* **Exercise objective**
Locate the string "Left" in the records below. Copy every line where it occurs.

Records from a collection
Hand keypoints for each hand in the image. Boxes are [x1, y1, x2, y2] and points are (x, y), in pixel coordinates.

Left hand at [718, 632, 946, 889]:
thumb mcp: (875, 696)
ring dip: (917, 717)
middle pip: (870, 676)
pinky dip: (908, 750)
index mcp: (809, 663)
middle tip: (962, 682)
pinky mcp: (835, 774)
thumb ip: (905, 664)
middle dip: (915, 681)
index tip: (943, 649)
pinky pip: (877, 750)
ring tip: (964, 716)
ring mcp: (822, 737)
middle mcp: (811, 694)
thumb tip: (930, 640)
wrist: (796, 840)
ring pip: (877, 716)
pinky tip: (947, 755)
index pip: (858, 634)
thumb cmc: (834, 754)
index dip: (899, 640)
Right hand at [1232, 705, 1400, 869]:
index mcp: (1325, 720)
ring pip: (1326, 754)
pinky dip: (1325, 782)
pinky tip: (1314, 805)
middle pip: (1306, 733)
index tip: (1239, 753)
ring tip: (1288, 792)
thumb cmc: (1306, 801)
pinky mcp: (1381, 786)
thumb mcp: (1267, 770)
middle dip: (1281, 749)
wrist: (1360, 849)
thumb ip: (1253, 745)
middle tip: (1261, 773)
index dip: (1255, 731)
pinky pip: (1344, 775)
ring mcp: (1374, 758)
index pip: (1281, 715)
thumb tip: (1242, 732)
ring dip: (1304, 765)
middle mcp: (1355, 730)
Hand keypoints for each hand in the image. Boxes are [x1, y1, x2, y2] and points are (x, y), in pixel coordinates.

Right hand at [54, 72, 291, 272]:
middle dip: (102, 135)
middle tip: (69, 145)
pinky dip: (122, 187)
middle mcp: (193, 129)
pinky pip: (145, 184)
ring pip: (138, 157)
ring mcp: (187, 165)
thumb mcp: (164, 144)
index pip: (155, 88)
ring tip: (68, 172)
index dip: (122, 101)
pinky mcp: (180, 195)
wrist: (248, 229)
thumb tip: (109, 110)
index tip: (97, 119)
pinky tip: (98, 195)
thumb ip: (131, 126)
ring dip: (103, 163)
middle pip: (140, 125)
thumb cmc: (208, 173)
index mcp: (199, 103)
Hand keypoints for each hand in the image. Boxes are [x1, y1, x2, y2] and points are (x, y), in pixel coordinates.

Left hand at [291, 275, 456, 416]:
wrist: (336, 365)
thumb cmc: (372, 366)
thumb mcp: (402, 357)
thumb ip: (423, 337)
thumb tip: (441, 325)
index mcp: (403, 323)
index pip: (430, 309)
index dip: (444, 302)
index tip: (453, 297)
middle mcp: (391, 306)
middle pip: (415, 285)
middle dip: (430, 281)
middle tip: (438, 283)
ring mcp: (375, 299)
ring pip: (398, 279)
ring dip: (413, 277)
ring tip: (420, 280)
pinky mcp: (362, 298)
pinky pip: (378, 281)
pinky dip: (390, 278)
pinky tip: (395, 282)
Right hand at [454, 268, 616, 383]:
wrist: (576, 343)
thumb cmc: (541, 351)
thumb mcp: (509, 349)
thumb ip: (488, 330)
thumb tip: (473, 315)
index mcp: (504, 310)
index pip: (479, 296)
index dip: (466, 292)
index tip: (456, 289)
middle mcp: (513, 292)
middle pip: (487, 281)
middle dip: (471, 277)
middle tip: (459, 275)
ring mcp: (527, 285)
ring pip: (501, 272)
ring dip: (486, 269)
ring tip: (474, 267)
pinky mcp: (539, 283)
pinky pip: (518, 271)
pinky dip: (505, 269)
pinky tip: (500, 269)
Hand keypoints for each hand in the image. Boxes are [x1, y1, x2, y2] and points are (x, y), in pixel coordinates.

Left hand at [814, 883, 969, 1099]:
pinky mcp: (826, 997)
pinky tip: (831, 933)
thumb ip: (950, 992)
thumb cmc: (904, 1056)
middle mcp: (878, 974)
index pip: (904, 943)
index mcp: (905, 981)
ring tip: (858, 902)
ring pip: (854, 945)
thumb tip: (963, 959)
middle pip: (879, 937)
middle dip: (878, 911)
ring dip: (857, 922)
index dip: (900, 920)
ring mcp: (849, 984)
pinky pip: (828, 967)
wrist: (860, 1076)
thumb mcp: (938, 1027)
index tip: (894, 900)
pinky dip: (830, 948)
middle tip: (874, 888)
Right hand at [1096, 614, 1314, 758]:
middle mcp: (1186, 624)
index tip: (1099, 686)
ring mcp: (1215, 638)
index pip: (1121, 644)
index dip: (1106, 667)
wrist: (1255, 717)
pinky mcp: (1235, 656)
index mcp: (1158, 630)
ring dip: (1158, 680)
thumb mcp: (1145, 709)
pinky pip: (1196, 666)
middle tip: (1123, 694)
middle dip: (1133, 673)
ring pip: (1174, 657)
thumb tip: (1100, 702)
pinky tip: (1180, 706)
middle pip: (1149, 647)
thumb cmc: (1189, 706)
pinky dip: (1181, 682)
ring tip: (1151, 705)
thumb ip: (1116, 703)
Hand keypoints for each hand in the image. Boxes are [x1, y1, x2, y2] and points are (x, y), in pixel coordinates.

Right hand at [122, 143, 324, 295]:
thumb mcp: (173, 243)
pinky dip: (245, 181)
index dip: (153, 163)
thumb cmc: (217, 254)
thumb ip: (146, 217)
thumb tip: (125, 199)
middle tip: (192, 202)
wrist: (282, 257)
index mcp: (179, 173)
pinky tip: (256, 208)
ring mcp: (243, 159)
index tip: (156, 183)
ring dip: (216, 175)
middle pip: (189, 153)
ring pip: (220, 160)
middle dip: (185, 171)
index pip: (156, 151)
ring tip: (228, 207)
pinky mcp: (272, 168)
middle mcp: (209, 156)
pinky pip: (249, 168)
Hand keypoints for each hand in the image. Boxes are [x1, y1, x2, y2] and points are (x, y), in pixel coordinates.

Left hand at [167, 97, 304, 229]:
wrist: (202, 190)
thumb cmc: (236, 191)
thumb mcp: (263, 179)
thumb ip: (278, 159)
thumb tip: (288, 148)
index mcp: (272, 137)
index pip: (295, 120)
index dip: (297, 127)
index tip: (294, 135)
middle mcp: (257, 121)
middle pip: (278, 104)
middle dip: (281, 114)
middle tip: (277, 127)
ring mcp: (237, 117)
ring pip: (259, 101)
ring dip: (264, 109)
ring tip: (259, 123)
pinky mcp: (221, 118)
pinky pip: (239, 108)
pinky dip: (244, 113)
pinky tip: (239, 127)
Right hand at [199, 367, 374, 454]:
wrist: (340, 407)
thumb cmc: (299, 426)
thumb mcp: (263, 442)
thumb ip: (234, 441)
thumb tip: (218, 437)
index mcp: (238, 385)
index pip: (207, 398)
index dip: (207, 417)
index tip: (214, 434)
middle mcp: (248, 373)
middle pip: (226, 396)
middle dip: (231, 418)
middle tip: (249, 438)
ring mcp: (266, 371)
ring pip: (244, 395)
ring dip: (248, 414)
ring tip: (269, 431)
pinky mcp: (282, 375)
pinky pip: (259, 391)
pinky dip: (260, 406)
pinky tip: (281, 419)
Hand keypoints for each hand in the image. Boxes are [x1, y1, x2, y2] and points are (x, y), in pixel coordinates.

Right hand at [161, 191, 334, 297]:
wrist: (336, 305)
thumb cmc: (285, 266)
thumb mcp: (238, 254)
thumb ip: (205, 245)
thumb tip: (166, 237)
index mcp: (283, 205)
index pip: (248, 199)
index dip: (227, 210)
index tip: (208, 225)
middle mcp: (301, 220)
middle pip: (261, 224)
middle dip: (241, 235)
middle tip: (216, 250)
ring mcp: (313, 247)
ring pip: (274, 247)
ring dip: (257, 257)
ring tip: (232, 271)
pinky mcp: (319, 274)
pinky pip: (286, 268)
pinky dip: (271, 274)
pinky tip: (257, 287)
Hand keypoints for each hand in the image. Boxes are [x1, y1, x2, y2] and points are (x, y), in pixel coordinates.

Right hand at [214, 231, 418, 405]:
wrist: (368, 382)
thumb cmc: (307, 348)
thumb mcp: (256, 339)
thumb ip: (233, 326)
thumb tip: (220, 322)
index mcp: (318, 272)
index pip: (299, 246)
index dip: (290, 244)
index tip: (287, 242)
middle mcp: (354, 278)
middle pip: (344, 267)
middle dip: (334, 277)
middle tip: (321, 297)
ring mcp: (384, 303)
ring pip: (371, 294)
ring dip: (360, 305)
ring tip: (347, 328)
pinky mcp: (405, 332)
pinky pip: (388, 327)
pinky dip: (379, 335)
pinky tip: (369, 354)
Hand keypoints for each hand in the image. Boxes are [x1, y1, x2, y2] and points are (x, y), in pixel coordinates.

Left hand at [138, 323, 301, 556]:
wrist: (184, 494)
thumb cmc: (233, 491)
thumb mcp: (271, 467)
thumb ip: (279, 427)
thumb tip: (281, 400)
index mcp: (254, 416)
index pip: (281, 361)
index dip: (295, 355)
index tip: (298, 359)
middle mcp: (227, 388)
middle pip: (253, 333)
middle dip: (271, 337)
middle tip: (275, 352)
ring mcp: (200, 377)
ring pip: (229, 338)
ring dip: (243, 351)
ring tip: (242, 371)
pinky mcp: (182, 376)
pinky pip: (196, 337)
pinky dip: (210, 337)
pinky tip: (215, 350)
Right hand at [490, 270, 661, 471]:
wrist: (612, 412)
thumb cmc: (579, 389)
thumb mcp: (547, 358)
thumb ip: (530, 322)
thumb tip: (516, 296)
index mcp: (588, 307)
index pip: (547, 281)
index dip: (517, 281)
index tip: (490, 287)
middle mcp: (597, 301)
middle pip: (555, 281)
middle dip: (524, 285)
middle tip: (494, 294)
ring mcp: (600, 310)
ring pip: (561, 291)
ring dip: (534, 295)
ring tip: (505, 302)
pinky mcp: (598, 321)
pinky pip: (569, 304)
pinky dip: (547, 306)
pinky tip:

* **Answer to this exercise**
Left hand at [718, 632, 946, 889]:
Left hand at [291, 275, 456, 416]:
Left hand at [814, 883, 969, 1099]:
Left hand at [167, 97, 304, 229]:
Left hand at [138, 323, 301, 556]:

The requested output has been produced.